The BBC's Jon Sopel reported last night that American officials in the White House cannot really understand what all the fuss is about, in part because their own rules about evidence and criminal proceedings are very different. This is a bogus excuse and they know it. The fuss is about a friend and ally betraying our trust. Worse they did so and made catching dangerous terrorists more difficult. They may have alerted terrorists about police progress and may even make successful prosecutions more difficult. More than that it is the most appalling arrogance. Donald Trump is in Europe lecturing NATO allies about their not keeping up their end of the bargain on defence funding. He has a point. Yet here we see America not keeping up their end of an intelligence sharing bargain.

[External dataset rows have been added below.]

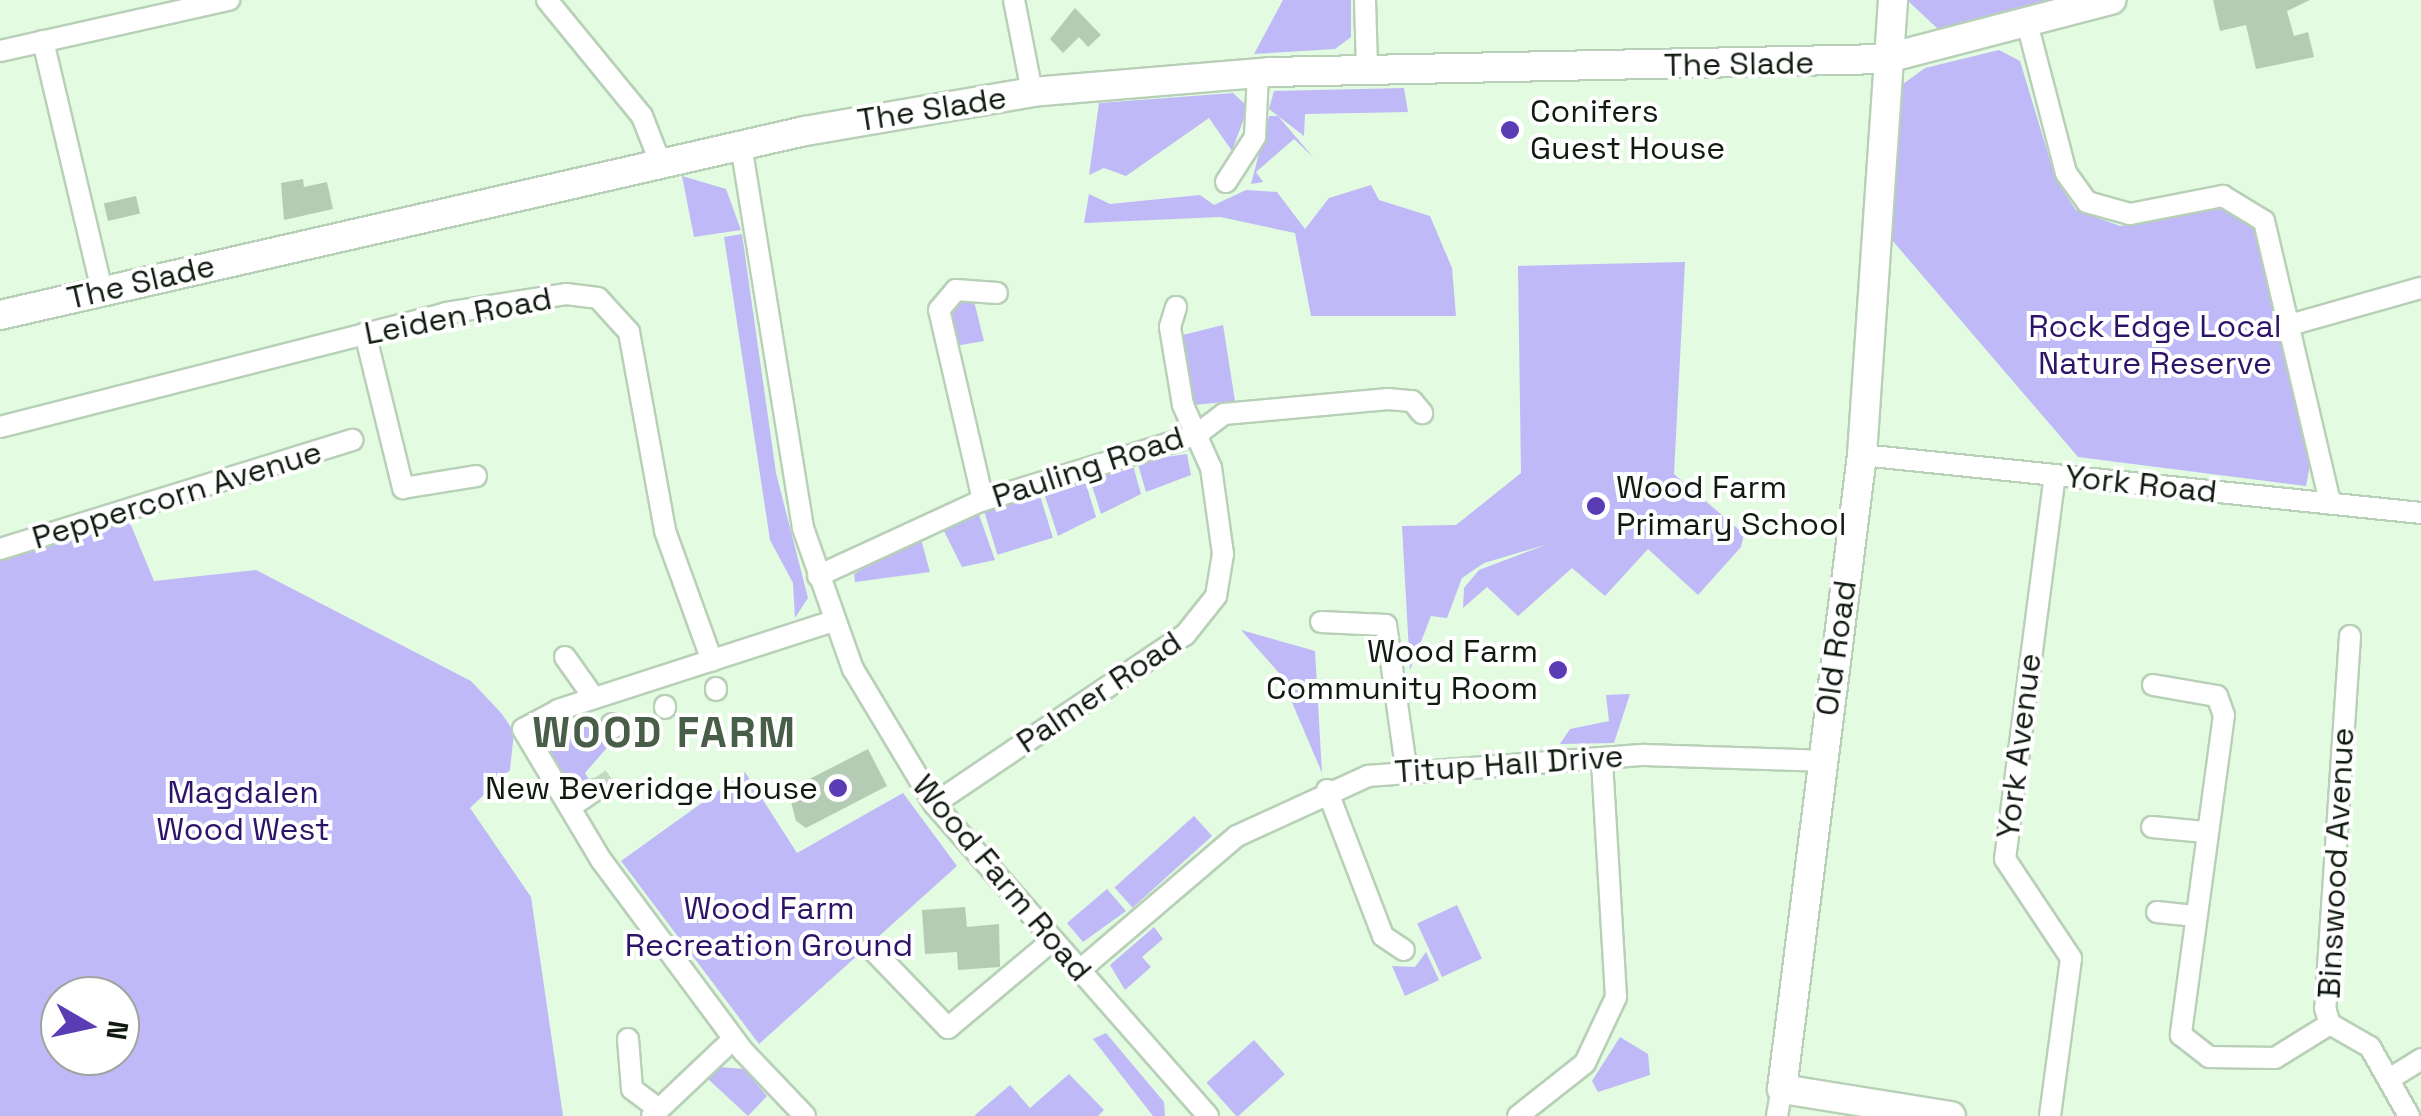 <!DOCTYPE html>
<style>
body{margin:0}
#map{position:relative;width:2421px;height:1116px;overflow:hidden;background:#e2fbe1;font-family:"Space Grotesk",sans-serif}
div>[style]{position:absolute}
.green>*{inset:0;background:#bfb9f7;transform-origin:0 0}
.building>*{inset:0;background:#b4ccb3;transform-origin:0 0}
.street-tunnel>*{height:20px;margin-top:-10px;transform-origin:0;background:repeating-linear-gradient(90deg,#c3d9c2 0 20px,transparent 0 30px)}
.roads{filter:drop-shadow(2px 0 #b8d0b7) drop-shadow(-2px 0 #b8d0b7) drop-shadow(0 2px #b8d0b7) drop-shadow(0 -2px #b8d0b7)}
.street>*{height:20px;margin:-10px;padding:0 10px;transform-origin:10px;border-radius:10px;background:#fff}
.secondary>*{height:28px;margin:-14px;padding:0 14px;transform-origin:14px;border-radius:14px;background:#fff}
.dots>*{width:28px;height:28px;translate:-50% -50%;box-sizing:border-box;border:5px solid #fff;border-radius:50%}
span{translate:-50% -50%;white-space:nowrap;text-align:center;line-height:1.15;-webkit-text-stroke:8px #fff;paint-order:stroke}
.street-label{font-size:32px;color:#111a11}
.poi-label{font-size:32px;color:#111a11}
.left{translate:0 -50%;text-align:left}
.right{translate:-100% -50%;text-align:right}
.park-label{font-size:32px;color:#2e1469}
.district-label{font-size:42px;color:#495e48;font-weight:700;letter-spacing:2.5px}
.north{position:absolute;left:40px;top:976px;width:100px;height:100px;box-sizing:border-box;background:#fff;border:2px solid #a0a3a0;border-radius:50%;rotate:99deg;font-size:28px;font-weight:700;line-height:40px;text-align:center;color:#111a11}
.north::after{content:'';display:block;margin:auto;width:35px;height:45px;background:#5a3cb4;clip-path:polygon(50% 0,100% 100%,50% 72%,0 100%)}
</style>
<div id="map">
<div class="green">
<i style="clip-path:polygon(1283px 0,1351px 0,1351px 37px,1335px 49px,1254px 54px)"></i>
<i style="clip-path:polygon(1907px 0,2047px 0,1938px 29px)"></i>
<i style="clip-path:polygon(1999px 50px,2020px 61px,2056px 180px,2076px 210px,2120px 226px,2221px 209px,2257px 229px,2310px 465px,2306px 486px,2078px 457px,1886px 233px,1903px 84px,1925px 68px)"></i>
<i style="clip-path:polygon(1404px 88px,1408px 112px,1305px 114px,1304px 136px,1269px 109px,1274px 91px)"></i>
<i style="clip-path:polygon(1233px 93px,1248px 107px,1232px 151px,1209px 118px,1126px 176px,1104px 168px,1089px 175px,1099px 103px)"></i>
<i style="clip-path:polygon(1269px 116px,1278px 116px,1313px 157px,1294px 139px,1256px 172px,1263px 182px,1251px 184px)"></i>
<i style="clip-path:polygon(682px 176px,726px 189px,741px 230px,694px 237px)"></i>
<i style="clip-path:polygon(1371px 185px,1379px 200px,1430px 216px,1452px 268px,1456px 316px,1311px 316px,1295px 233px,1220px 217px,1084px 223px,1089px 194px,1110px 204px,1200px 195px,1214px 205px,1246px 190px,1277px 192px,1305px 229px,1329px 198px)"></i>
<i style="clip-path:polygon(742px 234px,776px 473px,808px 598px,795px 618px,793px 583px,770px 540px,724px 237px)"></i>
<i style="clip-path:polygon(1685px 262px,1674px 474px,1744px 534px,1741px 547px,1698px 595px,1648px 549px,1605px 596px,1572px 568px,1518px 616px,1487px 587px,1463px 608px,1464px 588px,1479px 570px,1548px 544px,1484px 563px,1462px 578px,1447px 618px,1431px 616px,1410px 670px,1402px 526px,1456px 525px,1521px 473px,1518px 266px)"></i>
<i style="clip-path:polygon(973px 297px,984px 341px,949px 347px,949px 299px)"></i>
<i style="clip-path:polygon(1223px 325px,1235px 401px,1193px 405px,1179px 336px)"></i>
<i style="clip-path:polygon(1187px 454px,1191px 475px,1146px 492px,1137px 461px)"></i>
<i style="clip-path:polygon(1132px 462px,1141px 494px,1101px 514px,1088px 473px)"></i>
<i style="clip-path:polygon(1083px 474px,1096px 517px,1058px 536px,1042px 487px)"></i>
<i style="left:1038px;top:489px;width:51px;height:58px;rotate:73deg"></i>
<i style="clip-path:polygon(978px 512px,995px 560px,962px 567px,942px 527px)"></i>
<i style="clip-path:polygon(evenodd,128px 518px,154px 581px,256px 570px,471px 681px,502px 714px,514px 732px,510px 770px,470px 808px,531px 897px,563px 1116px,0 1116px,0 553px,128px 518px,60px 996px,120px 996px,120px 1056px,60px 1056px,60px 996px)"></i>
<i style="clip-path:polygon(920px 536px,930px 572px,855px 582px,854px 574px)"></i>
<i style="clip-path:polygon(1241px 630px,1315px 651px,1322px 773px,1280px 674px)"></i>
<i style="clip-path:polygon(1630px 694px,1614px 743px,1560px 744px,1570px 729px,1609px 721px,1606px 695px)"></i>
<i style="clip-path:polygon(563px 724px,608px 730px,611px 743px,585px 773px,594px 787px,575px 797px,548px 758px)"></i>
<i style="clip-path:polygon(745px 772px,797px 853px,903px 793px,957px 866px,759px 1044px,621px 861px)"></i>
<i style="left:1194px;top:816px;width:27px;height:107px;rotate:48deg"></i>
<i style="clip-path:polygon(1107px 889px,1126px 911px,1083px 942px,1067px 923px)"></i>
<i style="left:1457px;top:905px;width:59px;height:44px;rotate:65deg"></i>
<i style="clip-path:polygon(1154px 927px,1163px 939px,1142px 957px,1151px 967px,1125px 990px,1110px 965px)"></i>
<i style="clip-path:polygon(1426px 952px,1439px 980px,1405px 996px,1392px 966px,1415px 967px)"></i>
<i style="clip-path:polygon(1106px 1033px,1164px 1102px,1165px 1116px,1153px 1116px,1093px 1039px)"></i>
<i style="clip-path:polygon(1620px 1037px,1648px 1054px,1650px 1075px,1598px 1092px,1592px 1081px)"></i>
<i style="left:1254px;top:1040px;width:46px;height:64px;rotate:48deg"></i>
<i style="clip-path:polygon(720px 1067px,744px 1069px,767px 1096px,748px 1116px,708px 1079px)"></i>
<i style="clip-path:polygon(1069px 1074px,1104px 1110px,1098px 1116px,974px 1116px,1010px 1085px,1030px 1108px)"></i>
</div>
<div class="building">
<i style="clip-path:polygon(2213px 0,2310px 0,2287px 11px,2294px 36px,2308px 32px,2314px 57px,2256px 69px,2246px 25px,2220px 31px)"></i>
<i style="clip-path:polygon(1075px 8px,1101px 35px,1088px 47px,1079px 37px,1063px 53px,1050px 39px)"></i>
<i style="clip-path:polygon(303px 179px,304px 187px,327px 182px,333px 209px,284px 220px,281px 183px)"></i>
<i style="left:136px;top:196px;width:18px;height:33px;rotate:77deg"></i>
<i style="clip-path:polygon(868px 749px,887px 786px,806px 828px,796px 821px,788px 790px)"></i>
<i style="clip-path:polygon(965px 907px,967px 927px,999px 924px,1000px 967px,958px 970px,957px 952px,925px 954px,922px 910px)"></i>
</div>
<div class="street-tunnel">
<i style="left:595px;top:790px;width:21px;rotate:-35deg"></i>
</div>
<div class="roads">
<div class="street">
<i style="left:547px;top:0;width:150px;rotate:50.7deg"></i>
<i style="left:642px;top:116px;width:49px;rotate:68.6deg"></i>
<i style="left:1014px;top:0;width:94px;rotate:78.9deg"></i>
<i style="left:1365px;top:0;width:69px;rotate:88.3deg"></i>
<i style="left:2027px;top:23px;width:155px;rotate:75.4deg"></i>
<i style="left:2066px;top:173px;width:36px;rotate:54deg"></i>
<i style="left:2087px;top:202px;width:45px;rotate:15.6deg"></i>
<i style="left:2130px;top:214px;width:95px;rotate:-11deg"></i>
<i style="left:2223px;top:196px;width:48px;rotate:31.4deg"></i>
<i style="left:2264px;top:221px;width:290px;rotate:76.8deg"></i>
<i style="left:43px;top:41px;width:256px;rotate:76.7deg"></i>
<i style="left:0;top:51px;width:235px;rotate:-12.6deg"></i>
<i style="left:741px;top:145px;width:388px;rotate:80.8deg"></i>
<i style="left:803px;top:528px;width:150px;rotate:70.5deg"></i>
<i style="left:853px;top:669px;width:157px;rotate:59deg"></i>
<i style="left:934px;top:804px;width:415px;rotate:48.7deg"></i>
<i style="left:1226px;top:182px;width:54px;rotate:-57.2deg"></i>
<i style="left:1255px;top:137px;width:64px;rotate:-87.3deg"></i>
<i style="left:2290px;top:325px;width:136px;rotate:-15.8deg"></i>
<i style="left:365px;top:333px;width:160px;rotate:76.2deg"></i>
<i style="left:403px;top:488px;width:74px;rotate:-9.3deg"></i>
<i style="left:0;top:427px;width:460px;rotate:-14.3deg"></i>
<i style="left:446px;top:313px;width:121px;rotate:-9deg"></i>
<i style="left:566px;top:294px;width:32px;rotate:7deg"></i>
<i style="left:598px;top:298px;width:46px;rotate:47.6deg"></i>
<i style="left:629px;top:332px;width:202px;rotate:79.7deg"></i>
<i style="left:665px;top:531px;width:138px;rotate:70.1deg"></i>
<i style="left:1862px;top:455px;width:562px;rotate:5.92deg"></i>
<i style="left:983px;top:500px;width:195px;rotate:-103deg"></i>
<i style="left:939px;top:310px;width:26px;rotate:-50deg"></i>
<i style="left:956px;top:290px;width:41px;rotate:4.2deg"></i>
<i style="left:0;top:549px;width:369px;rotate:-17.2deg"></i>
<i style="left:818px;top:576px;width:176px;rotate:-24.8deg"></i>
<i style="left:978px;top:502px;width:228px;rotate:-17.1deg"></i>
<i style="left:1196px;top:435px;width:35px;rotate:-37deg"></i>
<i style="left:1224px;top:414px;width:165px;rotate:-5.2deg"></i>
<i style="left:1388px;top:399px;width:24px;rotate:5deg"></i>
<i style="left:1412px;top:401px;width:16px;rotate:50deg"></i>
<i style="left:1321px;top:622px;width:65px;rotate:2.6deg"></i>
<i style="left:1386px;top:625px;width:143px;rotate:82deg"></i>
<i style="left:2350px;top:636px;width:373px;rotate:93.8deg"></i>
<i style="left:2325px;top:1008px;width:17px;rotate:73deg"></i>
<i style="left:2330px;top:1024px;width:46px;rotate:29.9deg"></i>
<i style="left:2370px;top:1047px;width:79px;rotate:60.5deg"></i>
<i style="left:565px;top:657px;width:50px;rotate:54.7deg"></i>
<i style="left:2153px;top:685px;width:65px;rotate:9.8deg"></i>
<i style="left:2217px;top:696px;width:20px;rotate:70deg"></i>
<i style="left:2224px;top:715px;width:323px;rotate:97.7deg"></i>
<i style="left:2181px;top:1035px;width:36px;rotate:38deg"></i>
<i style="left:2209px;top:1057px;width:66px;rotate:0.9deg"></i>
<i style="left:2275px;top:1058px;width:65px;rotate:-31.7deg"></i>
<i style="left:716px;top:688px;width:2px;rotate:90deg"></i>
<i style="left:665px;top:706px;width:2px;rotate:90deg"></i>
<i style="left:612px;top:724px;width:4px;rotate:76deg"></i>
<i style="left:1327px;top:790px;width:156px;rotate:69deg"></i>
<i style="left:1383px;top:936px;width:25px;rotate:34deg"></i>
<i style="left:576px;top:803px;width:23px;rotate:-34deg"></i>
<i style="left:934px;top:804px;width:303px;rotate:-34deg"></i>
<i style="left:1185px;top:635px;width:50px;rotate:-51.5deg"></i>
<i style="left:1216px;top:596px;width:43px;rotate:-80.5deg"></i>
<i style="left:1223px;top:554px;width:87px;rotate:-97.9deg"></i>
<i style="left:1211px;top:468px;width:69px;rotate:-114deg"></i>
<i style="left:1183px;top:405px;width:79px;rotate:-99.5deg"></i>
<i style="left:1170px;top:327px;width:21px;rotate:-73deg"></i>
<i style="left:2152px;top:827px;width:53px;rotate:5.4deg"></i>
<i style="left:2157px;top:912px;width:39px;rotate:6deg"></i>
<i style="left:871px;top:948px;width:111px;rotate:46.1deg"></i>
<i style="left:948px;top:1028px;width:137px;rotate:-40deg"></i>
<i style="left:1080px;top:970px;width:206px;rotate:-40.5deg"></i>
<i style="left:1237px;top:836px;width:144px;rotate:-24.6deg"></i>
<i style="left:1368px;top:776px;width:277px;rotate:-4.4deg"></i>
<i style="left:1644px;top:755px;width:177px;rotate:1.9deg"></i>
<i style="left:628px;top:1039px;width:50px;rotate:85.4deg"></i>
<i style="left:632px;top:1089px;width:30px;rotate:37deg"></i>
<i style="left:2391px;top:1078px;width:36px;rotate:-32deg"></i>
<i style="left:652px;top:1116px;width:112px;rotate:-43.5deg"></i>
<i style="left:805px;top:1116px;width:90px;rotate:-133.6deg"></i>
<i style="left:743px;top:1051px;width:238px;rotate:-126.6deg"></i>
<i style="left:601px;top:860px;width:152px;rotate:-120.8deg"></i>
<i style="left:523px;top:729px;width:40px;rotate:-28deg"></i>
<i style="left:558px;top:710px;width:290px;rotate:-17.9deg"></i>
<i style="left:1518px;top:1116px;width:85px;rotate:-38.3deg"></i>
<i style="left:1585px;top:1063px;width:73px;rotate:-64.8deg"></i>
<i style="left:1616px;top:997px;width:239px;rotate:-93.4deg"></i>
<i style="left:1777px;top:1116px;width:27px;rotate:-80deg"></i>
<i style="left:2050px;top:1116px;width:159px;rotate:-82.4deg"></i>
<i style="left:2071px;top:958px;width:119px;rotate:-123.7deg"></i>
<i style="left:2005px;top:859px;width:386px;rotate:-82.6deg"></i>
</div>
<div class="secondary">
<i style="left:1893px;top:0;width:456px;rotate:93.9deg"></i>
<i style="left:1862px;top:455px;width:639px;rotate:97.19deg"></i>
<i style="left:1782px;top:1089px;width:171px;rotate:9.1deg"></i>
<i style="left:0;top:315px;width:826px;rotate:-12.88deg"></i>
<i style="left:805px;top:131px;width:230px;rotate:-9.7deg"></i>
<i style="left:1032px;top:92px;width:239px;rotate:-4.8deg"></i>
<i style="left:1270px;top:72px;width:614px;rotate:-1.21deg"></i>
<i style="left:1884px;top:59px;width:235px;rotate:-14.6deg"></i>
</div>
</div>
<div class="dots">
<i style="left:1510px;top:130px;background:#5a3cb4"></i>
<i style="left:1596px;top:506px;background:#5a3cb4"></i>
<i style="left:1558px;top:670px;background:#5a3cb4"></i>
<i style="left:838px;top:788px;background:#5a3cb4"></i>
</div>
<div class="street-label">
<span style="left:1739px;top:64px;rotate:-1deg">The Slade</span>
<span style="left:932px;top:109px;rotate:-9deg">The Slade</span>
<span style="left:141px;top:282px;rotate:-13deg">The Slade</span>
<span style="left:458px;top:316px;rotate:-11deg">Leiden Road</span>
<span style="left:1088px;top:467px;rotate:-18deg">Pauling Road</span>
<span style="left:2141px;top:484px;rotate:6deg">York Road</span>
<span style="left:177px;top:495px;rotate:-17deg">Peppercorn Avenue</span>
<span style="left:1836px;top:648px;rotate:-82deg">Old Road</span>
<span style="left:1099px;top:692px;rotate:-34deg">Palmer Road</span>
<span style="left:2019px;top:746px;rotate:-83deg">York Avenue</span>
<span style="left:1509px;top:764px;rotate:-4deg">Titup Hall Drive</span>
<span style="left:2336px;top:863px;rotate:-87deg">Binswood Avenue</span>
<span style="left:1002px;top:878px;rotate:50deg">Wood Farm Road</span>
</div>
<div class="poi-label">
<span class="left" style="left:1530px;top:130px">Conifers<br>Guest House</span>
<span class="left" style="left:1616px;top:506px">Wood Farm<br>Primary School</span>
<span class="right" style="left:1538px;top:670px">Wood Farm<br>Community Room</span>
<span class="right" style="left:818px;top:788px">New Beveridge House</span>
</div>
<div class="park-label">
<span style="left:2155px;top:345px">Rock Edge Local<br>Nature Reserve</span>
<span style="left:243px;top:811px">Magdalen<br>Wood West</span>
<span style="left:769px;top:927px">Wood Farm<br>Recreation Ground</span>
</div>
<div class="district-label">
<span style="left:665px;top:733px">WOOD FARM</span>
</div>
<div class="north">N</div>
</div>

The intelligence was shared because it has proven useful for various like-minded nations, the so called five eyes, to share and collaborate. That does not give each member the right to leak for no good reason, the information they learn as a consequence.
And what are the media doing here in publishing anyway? What possible justification was there in American outlets publishing what they were told including detailed forensic information that has no legitimate public interest angle other than prurience and curiosity. The Manchester attack has rightly been a huge story around the world. The British media have been extremely restrained in their reporting, at least in the first few days, although its hard to justify their re-publishing details and pictures from the New York Times. But, while foreign media may not be so constrained as our own, they ought surely to exercise some taste, decency and common sense. Or is all of that talk of solidarity just for effect?
In America, thanks to the 1st amendment, the press has a protected right to publish and be damned. Yet this can sometimes make them unspeakably arrogant. It was arrogant in the extreme to publish their stories and those pictures. There was no public interest in publishing, just an interested public. In time all of the information will be in the public arena and that is only right and proper. But we are only 3 days on from those unspeakable acts and a fast moving police investigation is ongoing. There may well be dangerous terrorists intent on more bloody mayhem in the coming days, something quite possible given how many large public events are scheduled. The police and security services are already working flat out to protect us all. Its incumbent on us all not to make their jobs more difficult, especially by publishing a story just for the sake of getting it out first.